* **What is being asked**: Leave out the pictures, then return the records word for word.

* **Source data**:
──────────
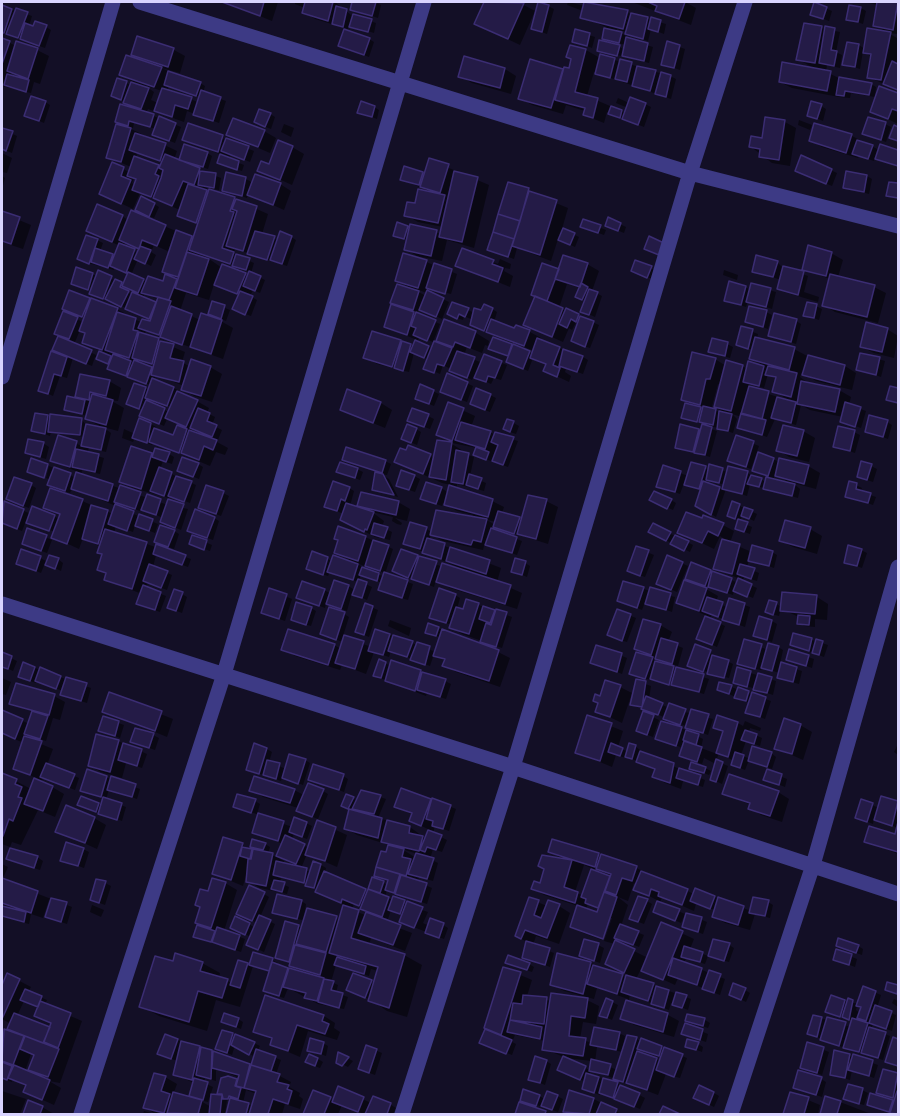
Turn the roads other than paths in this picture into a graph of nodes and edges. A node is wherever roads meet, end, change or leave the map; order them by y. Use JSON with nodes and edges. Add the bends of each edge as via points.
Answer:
{"nodes":[{"id":1,"x":113,"y":2,"type":"edge"},
{"id":2,"x":140,"y":2,"type":"edge"},
{"id":3,"x":424,"y":2,"type":"edge"},
{"id":4,"x":745,"y":2,"type":"edge"},
{"id":5,"x":399,"y":83,"type":"junction"},
{"id":6,"x":690,"y":173,"type":"junction"},
{"id":7,"x":898,"y":226,"type":"edge"},
{"id":8,"x":2,"y":377,"type":"edge"},
{"id":9,"x":898,"y":567,"type":"edge"},
{"id":10,"x":2,"y":604,"type":"edge"},
{"id":11,"x":224,"y":674,"type":"junction"},
{"id":12,"x":513,"y":766,"type":"junction"},
{"id":13,"x":813,"y":866,"type":"junction"},
{"id":14,"x":898,"y":894,"type":"edge"},
{"id":15,"x":81,"y":1114,"type":"edge"},
{"id":16,"x":402,"y":1114,"type":"edge"},
{"id":17,"x":732,"y":1114,"type":"edge"}],
"edges":[{"from":1,"to":8,"type":"street"},
{"from":2,"to":5,"type":"street"},
{"from":3,"to":5,"type":"street"},
{"from":4,"to":6,"type":"street"},
{"from":5,"to":6,"type":"street"},
{"from":5,"to":11,"type":"street"},
{"from":6,"to":7,"type":"street"},
{"from":6,"to":12,"type":"street"},
{"from":9,"to":13,"type":"street"},
{"from":10,"to":11,"type":"street"},
{"from":11,"to":12,"type":"street"},
{"from":11,"to":15,"type":"street"},
{"from":12,"to":13,"type":"street"},
{"from":12,"to":16,"type":"street"},
{"from":13,"to":14,"type":"street"},
{"from":13,"to":17,"type":"street"}]}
──────────
* **Reply to the exercise**:
Turn the roads other than paths in this picture into a graph of nodes and edges. A node is wherever roads meet, end, change or leave the map; order them by y. Use JSON with nodes and edges. Add the bends of each edge as via points.
Answer:
{"nodes":[{"id":1,"x":113,"y":2,"type":"edge"},
{"id":2,"x":140,"y":2,"type":"edge"},
{"id":3,"x":424,"y":2,"type":"edge"},
{"id":4,"x":745,"y":2,"type":"edge"},
{"id":5,"x":399,"y":83,"type":"junction"},
{"id":6,"x":690,"y":173,"type":"junction"},
{"id":7,"x":898,"y":226,"type":"edge"},
{"id":8,"x":2,"y":377,"type":"edge"},
{"id":9,"x":898,"y":567,"type":"edge"},
{"id":10,"x":2,"y":604,"type":"edge"},
{"id":11,"x":224,"y":674,"type":"junction"},
{"id":12,"x":513,"y":766,"type":"junction"},
{"id":13,"x":813,"y":866,"type":"junction"},
{"id":14,"x":898,"y":894,"type":"edge"},
{"id":15,"x":81,"y":1114,"type":"edge"},
{"id":16,"x":402,"y":1114,"type":"edge"},
{"id":17,"x":732,"y":1114,"type":"edge"}],
"edges":[{"from":1,"to":8,"type":"street"},
{"from":2,"to":5,"type":"street"},
{"from":3,"to":5,"type":"street"},
{"from":4,"to":6,"type":"street"},
{"from":5,"to":6,"type":"street"},
{"from":5,"to":11,"type":"street"},
{"from":6,"to":7,"type":"street"},
{"from":6,"to":12,"type":"street"},
{"from":9,"to":13,"type":"street"},
{"from":10,"to":11,"type":"street"},
{"from":11,"to":12,"type":"street"},
{"from":11,"to":15,"type":"street"},
{"from":12,"to":13,"type":"street"},
{"from":12,"to":16,"type":"street"},
{"from":13,"to":14,"type":"street"},
{"from":13,"to":17,"type":"street"}]}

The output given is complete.